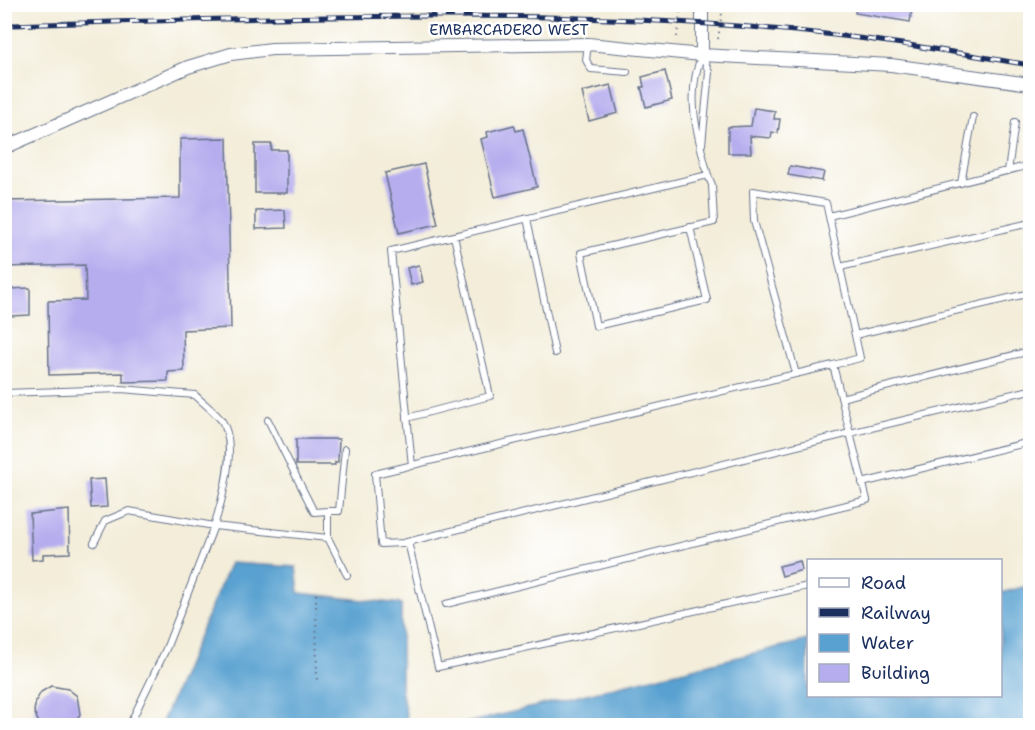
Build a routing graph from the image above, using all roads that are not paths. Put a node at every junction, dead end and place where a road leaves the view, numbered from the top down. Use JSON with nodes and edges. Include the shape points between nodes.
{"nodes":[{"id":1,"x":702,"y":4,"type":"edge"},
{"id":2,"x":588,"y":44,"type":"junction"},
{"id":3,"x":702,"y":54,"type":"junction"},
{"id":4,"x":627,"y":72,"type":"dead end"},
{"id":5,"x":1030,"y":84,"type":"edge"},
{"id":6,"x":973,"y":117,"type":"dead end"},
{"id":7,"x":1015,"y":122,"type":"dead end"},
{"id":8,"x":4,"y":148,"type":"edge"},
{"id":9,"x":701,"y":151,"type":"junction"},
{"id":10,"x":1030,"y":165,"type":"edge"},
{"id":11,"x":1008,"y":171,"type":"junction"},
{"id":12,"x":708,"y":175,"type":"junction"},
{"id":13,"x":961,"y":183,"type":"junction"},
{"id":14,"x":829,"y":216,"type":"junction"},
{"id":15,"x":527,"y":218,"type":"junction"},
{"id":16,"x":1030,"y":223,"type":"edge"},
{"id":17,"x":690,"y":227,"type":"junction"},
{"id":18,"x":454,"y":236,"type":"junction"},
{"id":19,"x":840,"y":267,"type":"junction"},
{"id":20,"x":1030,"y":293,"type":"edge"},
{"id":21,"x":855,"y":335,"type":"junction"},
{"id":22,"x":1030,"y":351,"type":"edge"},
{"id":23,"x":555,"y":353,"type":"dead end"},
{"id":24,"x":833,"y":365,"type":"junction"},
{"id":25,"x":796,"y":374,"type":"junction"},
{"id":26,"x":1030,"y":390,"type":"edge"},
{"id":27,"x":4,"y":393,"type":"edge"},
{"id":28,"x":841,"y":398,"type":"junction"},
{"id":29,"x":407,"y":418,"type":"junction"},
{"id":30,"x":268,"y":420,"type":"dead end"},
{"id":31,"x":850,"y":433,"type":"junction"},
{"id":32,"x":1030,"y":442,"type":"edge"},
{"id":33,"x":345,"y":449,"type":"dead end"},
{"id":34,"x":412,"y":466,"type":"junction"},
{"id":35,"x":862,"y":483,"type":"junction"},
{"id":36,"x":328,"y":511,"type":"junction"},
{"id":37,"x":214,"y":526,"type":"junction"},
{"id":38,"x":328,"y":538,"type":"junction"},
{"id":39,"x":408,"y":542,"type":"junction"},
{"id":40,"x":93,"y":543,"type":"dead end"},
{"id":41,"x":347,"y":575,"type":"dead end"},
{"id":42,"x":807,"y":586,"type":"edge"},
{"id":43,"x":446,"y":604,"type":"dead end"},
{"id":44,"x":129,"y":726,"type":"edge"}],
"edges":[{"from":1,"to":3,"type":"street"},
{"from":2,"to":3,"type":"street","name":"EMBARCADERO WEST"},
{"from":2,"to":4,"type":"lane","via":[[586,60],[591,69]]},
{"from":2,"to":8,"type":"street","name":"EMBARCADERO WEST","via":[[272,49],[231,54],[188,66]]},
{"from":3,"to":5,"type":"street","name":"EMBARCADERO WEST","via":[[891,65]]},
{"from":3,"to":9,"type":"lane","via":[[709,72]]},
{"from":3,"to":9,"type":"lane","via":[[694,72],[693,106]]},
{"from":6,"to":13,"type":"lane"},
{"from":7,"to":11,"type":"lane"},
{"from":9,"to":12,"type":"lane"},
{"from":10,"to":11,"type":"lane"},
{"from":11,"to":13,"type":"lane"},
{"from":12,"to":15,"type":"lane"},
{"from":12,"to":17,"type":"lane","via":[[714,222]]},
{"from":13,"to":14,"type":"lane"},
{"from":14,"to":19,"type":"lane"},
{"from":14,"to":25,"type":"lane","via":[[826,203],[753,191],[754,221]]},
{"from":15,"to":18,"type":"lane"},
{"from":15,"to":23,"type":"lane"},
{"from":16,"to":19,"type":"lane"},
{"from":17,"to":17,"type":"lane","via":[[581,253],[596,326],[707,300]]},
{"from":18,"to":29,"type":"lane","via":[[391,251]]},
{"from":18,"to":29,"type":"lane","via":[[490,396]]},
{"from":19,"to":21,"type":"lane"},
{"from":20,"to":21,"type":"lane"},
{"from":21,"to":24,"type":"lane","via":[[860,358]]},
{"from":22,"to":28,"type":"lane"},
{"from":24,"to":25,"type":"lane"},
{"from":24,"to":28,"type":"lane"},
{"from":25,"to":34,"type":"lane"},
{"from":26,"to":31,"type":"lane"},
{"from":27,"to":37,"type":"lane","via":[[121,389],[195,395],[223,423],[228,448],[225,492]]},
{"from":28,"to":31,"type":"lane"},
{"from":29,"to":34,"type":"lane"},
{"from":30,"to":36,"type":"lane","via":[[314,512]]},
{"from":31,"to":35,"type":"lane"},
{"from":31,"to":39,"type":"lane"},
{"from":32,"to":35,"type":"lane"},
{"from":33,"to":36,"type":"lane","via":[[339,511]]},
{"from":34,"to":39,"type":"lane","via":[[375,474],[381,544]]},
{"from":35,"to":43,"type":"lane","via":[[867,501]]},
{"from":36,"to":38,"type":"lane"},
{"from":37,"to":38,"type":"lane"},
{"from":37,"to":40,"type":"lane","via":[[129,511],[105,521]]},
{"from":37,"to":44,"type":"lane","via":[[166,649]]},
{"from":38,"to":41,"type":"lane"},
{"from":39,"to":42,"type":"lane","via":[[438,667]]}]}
========================================================================
Whenever a line above contains "edges", copy that line.

■ **COMPLETED TASK**
Build a routing graph from the image above, using all roads that are not paths. Put a node at every junction, dead end and place where a road leaves the view, numbered from the top down. Use JSON with nodes and edges. Include the shape points between nodes.
"edges":[{"from":1,"to":3,"type":"street"},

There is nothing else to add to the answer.